**Work instruction**
Reproduce the entries exactly.

################

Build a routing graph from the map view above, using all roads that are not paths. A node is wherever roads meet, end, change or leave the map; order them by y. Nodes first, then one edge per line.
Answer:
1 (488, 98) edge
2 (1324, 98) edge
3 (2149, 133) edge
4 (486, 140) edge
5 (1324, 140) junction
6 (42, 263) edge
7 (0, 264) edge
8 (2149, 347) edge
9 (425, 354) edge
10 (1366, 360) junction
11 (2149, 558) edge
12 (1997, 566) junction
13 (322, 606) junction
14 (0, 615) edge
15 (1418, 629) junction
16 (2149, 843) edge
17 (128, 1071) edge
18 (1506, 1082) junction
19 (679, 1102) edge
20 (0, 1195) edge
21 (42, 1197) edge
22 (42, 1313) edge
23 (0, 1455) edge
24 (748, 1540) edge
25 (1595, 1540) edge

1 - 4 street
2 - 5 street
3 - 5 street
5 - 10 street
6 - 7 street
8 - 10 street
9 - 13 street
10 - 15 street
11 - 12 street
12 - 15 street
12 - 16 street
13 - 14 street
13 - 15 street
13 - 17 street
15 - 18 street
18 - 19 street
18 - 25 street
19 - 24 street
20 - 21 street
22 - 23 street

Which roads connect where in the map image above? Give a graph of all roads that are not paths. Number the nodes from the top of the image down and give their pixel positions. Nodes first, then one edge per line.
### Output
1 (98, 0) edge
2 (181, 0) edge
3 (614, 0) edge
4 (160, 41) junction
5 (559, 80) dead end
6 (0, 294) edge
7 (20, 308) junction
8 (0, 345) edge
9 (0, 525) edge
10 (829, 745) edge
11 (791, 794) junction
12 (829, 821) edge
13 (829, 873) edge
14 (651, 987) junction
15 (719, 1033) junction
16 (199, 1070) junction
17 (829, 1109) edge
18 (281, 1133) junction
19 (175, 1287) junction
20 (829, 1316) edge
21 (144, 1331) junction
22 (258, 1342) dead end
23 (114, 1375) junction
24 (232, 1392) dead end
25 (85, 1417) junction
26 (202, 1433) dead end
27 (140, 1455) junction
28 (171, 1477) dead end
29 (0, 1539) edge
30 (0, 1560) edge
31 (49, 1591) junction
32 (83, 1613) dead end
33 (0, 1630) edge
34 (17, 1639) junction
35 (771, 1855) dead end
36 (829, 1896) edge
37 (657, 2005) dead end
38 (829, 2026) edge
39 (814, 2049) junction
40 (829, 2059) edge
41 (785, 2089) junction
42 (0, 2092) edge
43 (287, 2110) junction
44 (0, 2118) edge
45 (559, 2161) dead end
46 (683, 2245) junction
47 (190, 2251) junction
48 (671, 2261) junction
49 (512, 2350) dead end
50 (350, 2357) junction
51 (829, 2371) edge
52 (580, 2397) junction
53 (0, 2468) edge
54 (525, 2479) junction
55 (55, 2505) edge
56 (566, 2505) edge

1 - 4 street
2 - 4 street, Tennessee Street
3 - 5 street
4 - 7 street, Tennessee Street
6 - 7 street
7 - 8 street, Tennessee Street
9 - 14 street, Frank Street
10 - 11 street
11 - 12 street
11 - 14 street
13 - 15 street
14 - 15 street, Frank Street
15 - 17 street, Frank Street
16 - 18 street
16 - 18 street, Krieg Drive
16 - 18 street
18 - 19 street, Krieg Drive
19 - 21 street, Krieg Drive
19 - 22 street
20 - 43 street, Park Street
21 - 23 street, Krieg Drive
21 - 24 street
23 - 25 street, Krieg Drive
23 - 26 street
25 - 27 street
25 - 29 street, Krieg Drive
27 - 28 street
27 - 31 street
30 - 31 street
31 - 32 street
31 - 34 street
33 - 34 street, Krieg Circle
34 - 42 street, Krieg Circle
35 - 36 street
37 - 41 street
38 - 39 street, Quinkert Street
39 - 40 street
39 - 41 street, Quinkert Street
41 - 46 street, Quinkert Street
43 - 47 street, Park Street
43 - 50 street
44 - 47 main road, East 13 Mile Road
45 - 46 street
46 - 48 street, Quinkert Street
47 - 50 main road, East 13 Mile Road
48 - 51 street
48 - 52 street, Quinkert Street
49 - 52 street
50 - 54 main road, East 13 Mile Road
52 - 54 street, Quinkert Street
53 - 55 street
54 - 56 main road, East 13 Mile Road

################

**Finished exercise**
Build a routing graph from the map view above, using all roads that are not paths. A node is wherever roads meet, end, change or leave the map; order them by y. Nodes first, then one edge per line.
Answer:
1 (488, 98) edge
2 (1324, 98) edge
3 (2149, 133) edge
4 (486, 140) edge
5 (1324, 140) junction
6 (42, 263) edge
7 (0, 264) edge
8 (2149, 347) edge
9 (425, 354) edge
10 (1366, 360) junction
11 (2149, 558) edge
12 (1997, 566) junction
13 (322, 606) junction
14 (0, 615) edge
15 (1418, 629) junction
16 (2149, 843) edge
17 (128, 1071) edge
18 (1506, 1082) junction
19 (679, 1102) edge
20 (0, 1195) edge
21 (42, 1197) edge
22 (42, 1313) edge
23 (0, 1455) edge
24 (748, 1540) edge
25 (1595, 1540) edge

1 - 4 street
2 - 5 street
3 - 5 street
5 - 10 street
6 - 7 street
8 - 10 street
9 - 13 street
10 - 15 street
11 - 12 street
12 - 15 street
12 - 16 street
13 - 14 street
13 - 15 street
13 - 17 street
15 - 18 street
18 - 19 street
18 - 25 street
19 - 24 street
20 - 21 street
22 - 23 street

Which roads connect where in the map image above? Give a graph of all roads that are not paths. Number the nodes from the top of the image down and give their pixel positions. Nodes first, then one edge per line.
### Output
1 (98, 0) edge
2 (181, 0) edge
3 (614, 0) edge
4 (160, 41) junction
5 (559, 80) dead end
6 (0, 294) edge
7 (20, 308) junction
8 (0, 345) edge
9 (0, 525) edge
10 (829, 745) edge
11 (791, 794) junction
12 (829, 821) edge
13 (829, 873) edge
14 (651, 987) junction
15 (719, 1033) junction
16 (199, 1070) junction
17 (829, 1109) edge
18 (281, 1133) junction
19 (175, 1287) junction
20 (829, 1316) edge
21 (144, 1331) junction
22 (258, 1342) dead end
23 (114, 1375) junction
24 (232, 1392) dead end
25 (85, 1417) junction
26 (202, 1433) dead end
27 (140, 1455) junction
28 (171, 1477) dead end
29 (0, 1539) edge
30 (0, 1560) edge
31 (49, 1591) junction
32 (83, 1613) dead end
33 (0, 1630) edge
34 (17, 1639) junction
35 (771, 1855) dead end
36 (829, 1896) edge
37 (657, 2005) dead end
38 (829, 2026) edge
39 (814, 2049) junction
40 (829, 2059) edge
41 (785, 2089) junction
42 (0, 2092) edge
43 (287, 2110) junction
44 (0, 2118) edge
45 (559, 2161) dead end
46 (683, 2245) junction
47 (190, 2251) junction
48 (671, 2261) junction
49 (512, 2350) dead end
50 (350, 2357) junction
51 (829, 2371) edge
52 (580, 2397) junction
53 (0, 2468) edge
54 (525, 2479) junction
55 (55, 2505) edge
56 (566, 2505) edge

1 - 4 street
2 - 4 street, Tennessee Street
3 - 5 street
4 - 7 street, Tennessee Street
6 - 7 street
7 - 8 street, Tennessee Street
9 - 14 street, Frank Street
10 - 11 street
11 - 12 street
11 - 14 street
13 - 15 street
14 - 15 street, Frank Street
15 - 17 street, Frank Street
16 - 18 street
16 - 18 street, Krieg Drive
16 - 18 street
18 - 19 street, Krieg Drive
19 - 21 street, Krieg Drive
19 - 22 street
20 - 43 street, Park Street
21 - 23 street, Krieg Drive
21 - 24 street
23 - 25 street, Krieg Drive
23 - 26 street
25 - 27 street
25 - 29 street, Krieg Drive
27 - 28 street
27 - 31 street
30 - 31 street
31 - 32 street
31 - 34 street
33 - 34 street, Krieg Circle
34 - 42 street, Krieg Circle
35 - 36 street
37 - 41 street
38 - 39 street, Quinkert Street
39 - 40 street
39 - 41 street, Quinkert Street
41 - 46 street, Quinkert Street
43 - 47 street, Park Street
43 - 50 street
44 - 47 main road, East 13 Mile Road
45 - 46 street
46 - 48 street, Quinkert Street
47 - 50 main road, East 13 Mile Road
48 - 51 street
48 - 52 street, Quinkert Street
49 - 52 street
50 - 54 main road, East 13 Mile Road
52 - 54 street, Quinkert Street
53 - 55 street
54 - 56 main road, East 13 Mile Road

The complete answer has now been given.